Les incidences seront d’autant plus notables :
- que les effets du projet sur l’environnement ou la société seront grands;
- que les valeurs des indicateurs retenus pour les apprécier seront supérieures aux normes définies juridiquement ou administrativement, et aux cibles reconnues scientifiquement (recherche fondamentale ou appliquée); et
- que le public y verra une agression démesurée pour certains individus, pour la société ou pour l’environnement au point d’investir temps et argent dans la cause, de se mobiliser pour manifester et débattre de ses appréhensions et même pour montrer son opposition, plaidant que le projet ne reçoit pas l’assentiment citoyen, que le promoteur ne peut en démontrer l’acceptabilité sociale.
Ainsi, une analyse adéquate des incidences d’un projet demande l’adoption à la fois d’une démarche scientifique et sociopolitique. La démarche scientifique implique l’expert dont le jugement se fonde sur le diagnostic de terrain, la prise en compte des données disponibles (y compris l’information détenue par les communautés locales et des groupes culturels particuliers) et l’examen de la connaissance scientifique produite par les chercheurs ou acquise dans le cadre de projets similaires. La démarche socio-politique implique un public hétérogène aux valeurs et objectifs diversifiés. Cela demande de stimuler la participation du public et requiert de lui donner accès à une information pertinente, facilement accessible et compréhensible. Enfin, il faut des espaces propices au débat public, suivre des règles justes et équitables pour tous les partis ainsi que rendre compte de la contribution du public à la prise de décision.
Il est reconnu que le public doit être impliqué à chacune des étapes d’un projet depuis sa conception jusqu’à l’exploitation, voire même jusqu’à sa fin de vie.
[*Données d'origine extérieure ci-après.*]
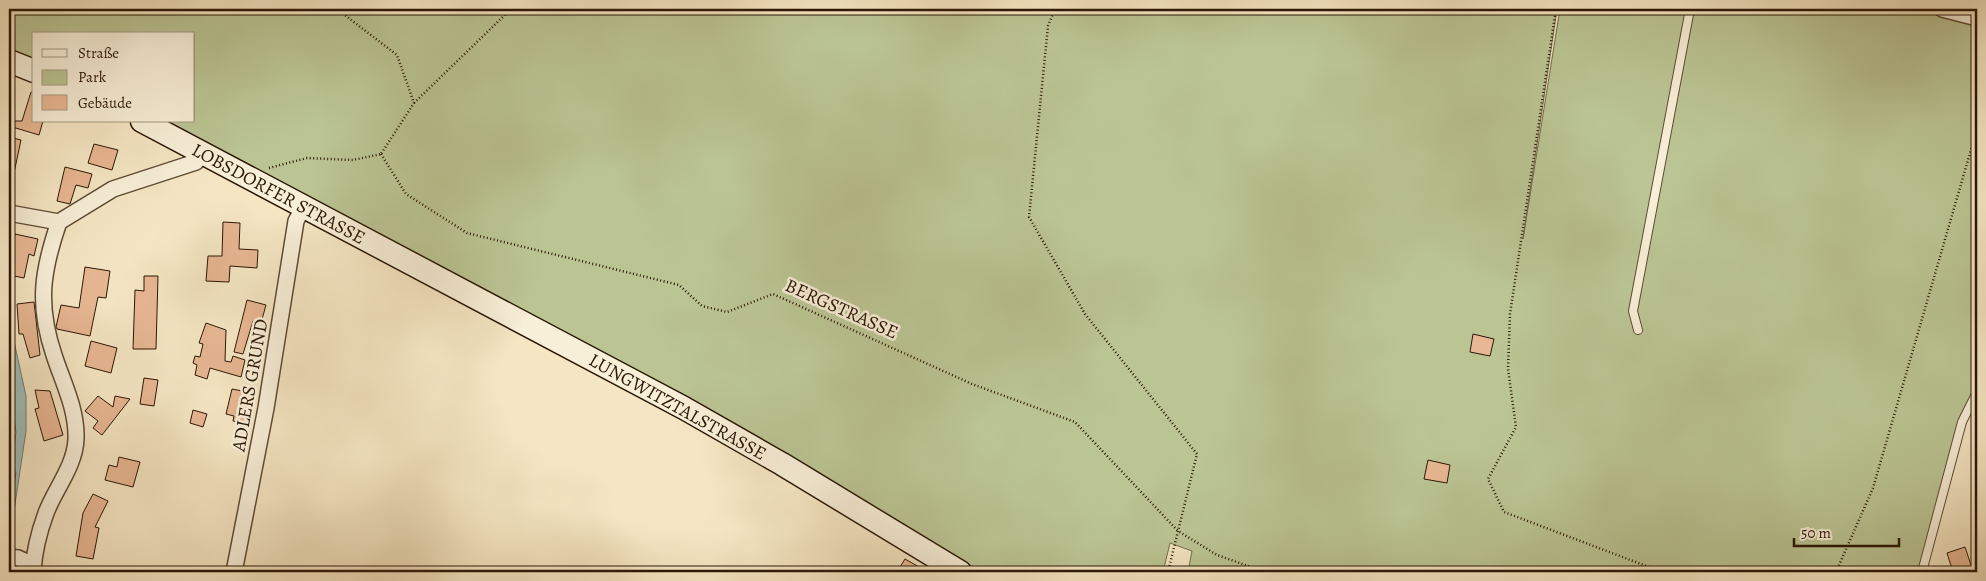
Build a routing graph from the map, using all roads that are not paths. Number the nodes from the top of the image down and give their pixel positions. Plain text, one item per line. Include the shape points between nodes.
1 (1690, 9) edge
2 (1942, 9) edge
3 (1977, 18) edge
4 (9, 61) edge
5 (32, 70) edge
6 (144, 122) edge
7 (202, 153) junction
8 (304, 206) junction
9 (9, 213) edge
10 (59, 222) junction
11 (389, 251) joint
12 (1638, 330) dead end
13 (1977, 392) edge
14 (14, 558) edge
15 (33, 569) edge
16 (234, 572) edge
17 (960, 572) edge
18 (1922, 572) edge

1 - 12 lane via 1633,312
2 - 3 street
4 - 5 main road
6 - 7 main road, LOBSDORFER STRASSE
7 - 8 main road, LOBSDORFER STRASSE
7 - 10 street via 196,162 113,189
8 - 11 main road, LOBSDORFER STRASSE
8 - 16 street, ADLERS GRUND via 296,221 266,408
9 - 10 street
10 - 15 street via 46,260 42,304 54,354 72,404 76,440 72,461 46,512
11 - 17 main road, LUNGWITZTALSTRASSE via 684,408
13 - 18 lane via 1962,422
14 - 15 street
Ce principe de bonne pratique fait progressivement son chemin et il est maintenant assez courant que le public soit consulté tout au long du développement d’un projet. Cependant, c’est au moment de la consultation pré-décisionnelle qu’une tierce-partie recherche l’avis du public et constate les résultats de la démarche d’implication citoyenne appliquée par le promoteur du projet. Ainsi, le promoteur et le public se retrouvent trop souvent en confrontation lors d’un débat, d’une enquête, d’une audience, d’une médiation…, autant d’espaces juridiquement définis.
Ce positionnement soulève deux questions de nature procédurale qui semblent importantes :
- Quelles sont les conditions qui favorisent ou limitent la participation du public?
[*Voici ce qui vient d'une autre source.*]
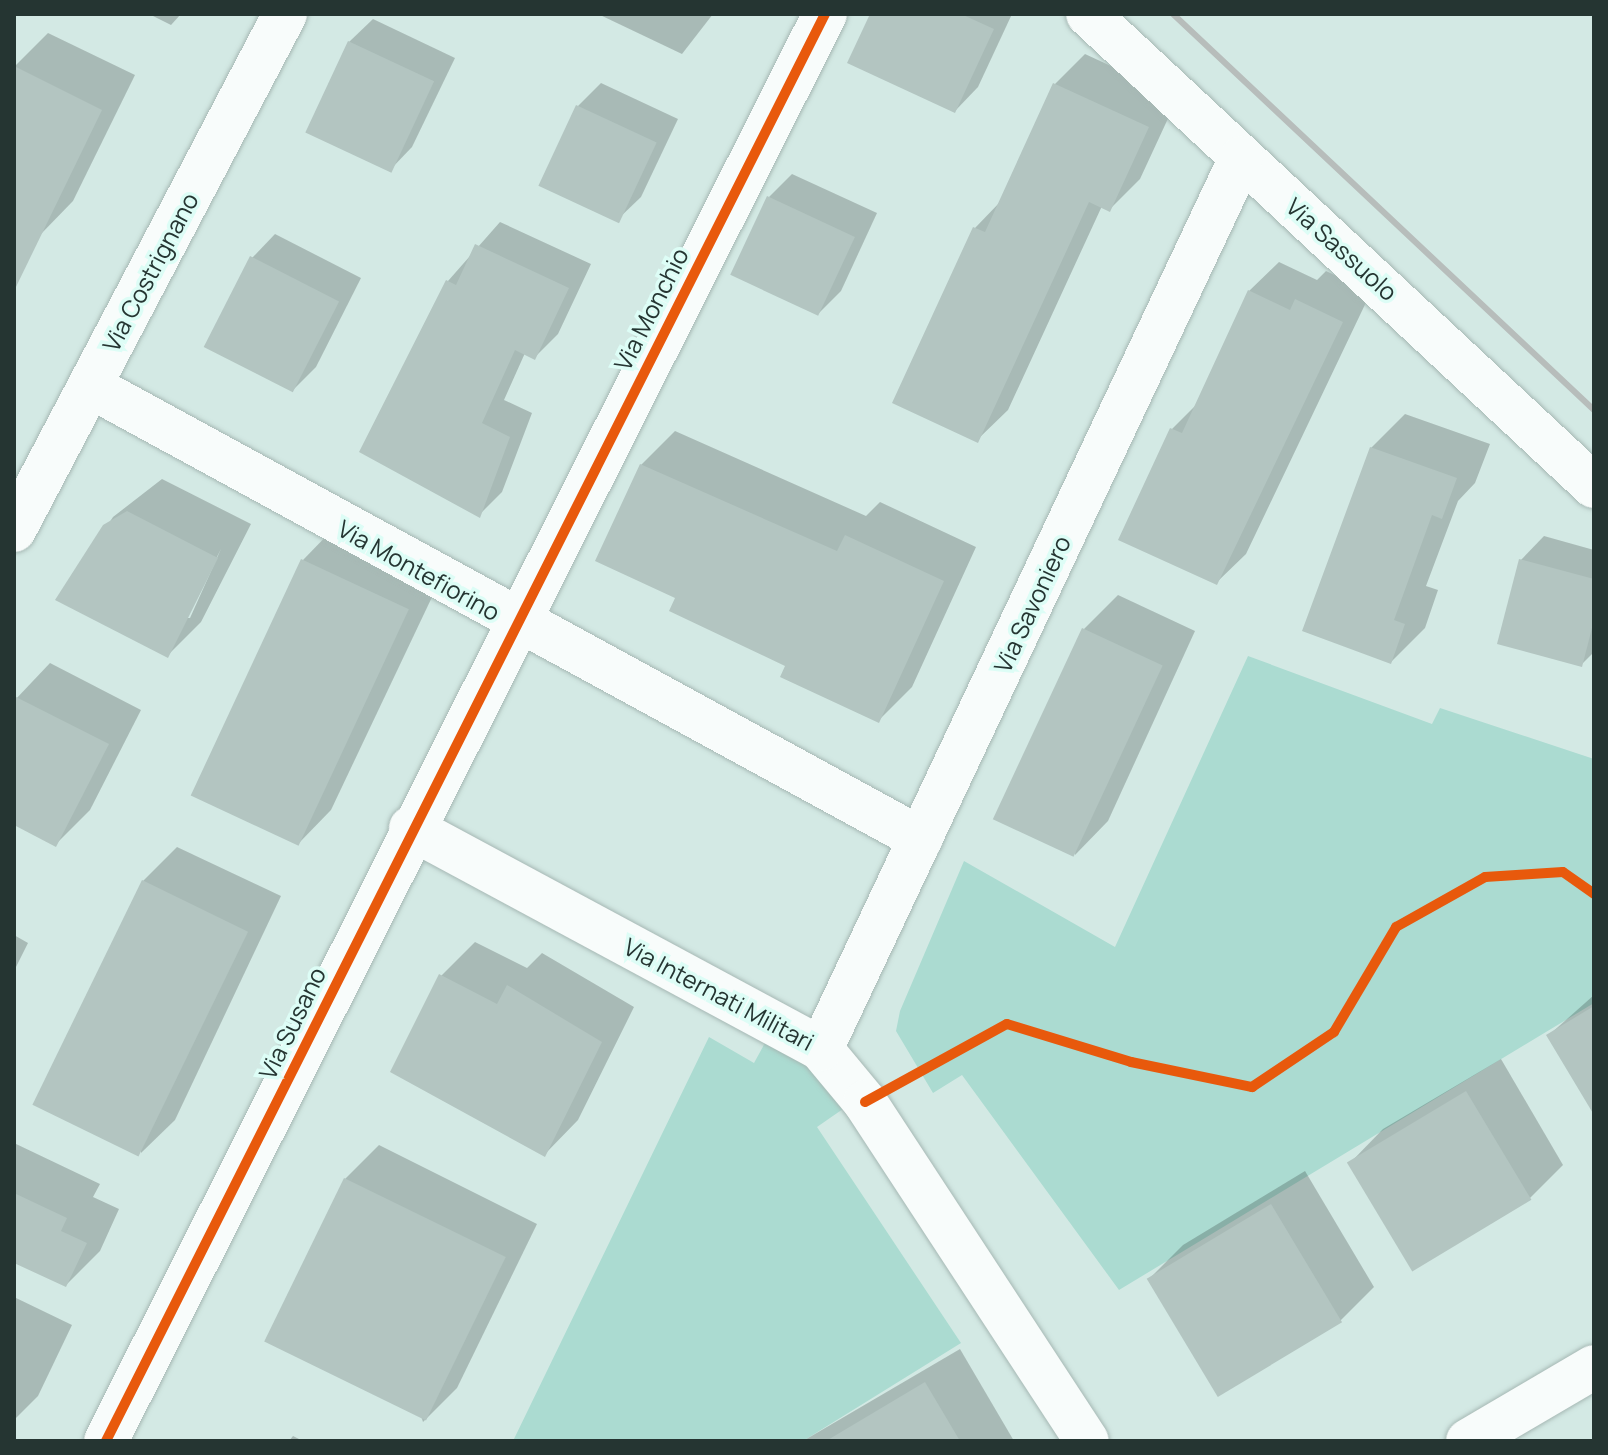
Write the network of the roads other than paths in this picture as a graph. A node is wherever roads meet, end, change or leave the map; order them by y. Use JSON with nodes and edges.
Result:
{"nodes":[{"id":1,"x":285,"y":14,"type":"edge"},
{"id":2,"x":825,"y":14,"type":"edge"},
{"id":3,"x":1088,"y":14,"type":"edge"},
{"id":4,"x":1241,"y":158,"type":"junction"},
{"id":5,"x":90,"y":386,"type":"junction"},
{"id":6,"x":1594,"y":486,"type":"edge"},
{"id":7,"x":14,"y":530,"type":"edge"},
{"id":8,"x":513,"y":622,"type":"junction"},
{"id":9,"x":411,"y":828,"type":"junction"},
{"id":10,"x":921,"y":839,"type":"junction"},
{"id":11,"x":821,"y":1049,"type":"junction"},
{"id":12,"x":1594,"y":1367,"type":"edge"},
{"id":13,"x":106,"y":1441,"type":"edge"},
{"id":14,"x":1087,"y":1441,"type":"edge"},
{"id":15,"x":1468,"y":1441,"type":"edge"}],
"edges":[{"from":1,"to":5,"type":"street","name":"Via Costrignano"},
{"from":2,"to":8,"type":"street","name":"Via Monchio"},
{"from":3,"to":4,"type":"street","name":"Via Sassuolo"},
{"from":4,"to":6,"type":"street","name":"Via Sassuolo"},
{"from":4,"to":10,"type":"street","name":"Via Savoniero"},
{"from":5,"to":7,"type":"street","name":"Via Costrignano"},
{"from":5,"to":8,"type":"street","name":"Via Montefiorino"},
{"from":8,"to":9,"type":"street","name":"Via Susano"},
{"from":8,"to":10,"type":"street","name":"Via Montefiorino"},
{"from":9,"to":11,"type":"street","name":"Via Internati Militari"},
{"from":9,"to":13,"type":"street","name":"Via Susano"},
{"from":10,"to":11,"type":"street","name":"Via Savoniero"},
{"from":11,"to":14,"type":"street","name":"Via Internati Militari"},
{"from":12,"to":15,"type":"street"}]}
- Quelles sont les conditions pour l’établissement d’un dialogue réussi entre les parties?
Ces questions méritent d’être posées régulièrement de façon à favoriser l’adoption d’une part, d’un climat de confiance envers les processus consultatifs, et d’autre part, de règles et de principes qui rendent la procédure toujours plus accessible, juste et équitable pour tous et qui tendent à corriger la forte asymétrie qui existe dans la distribution du pouvoir entre les parties.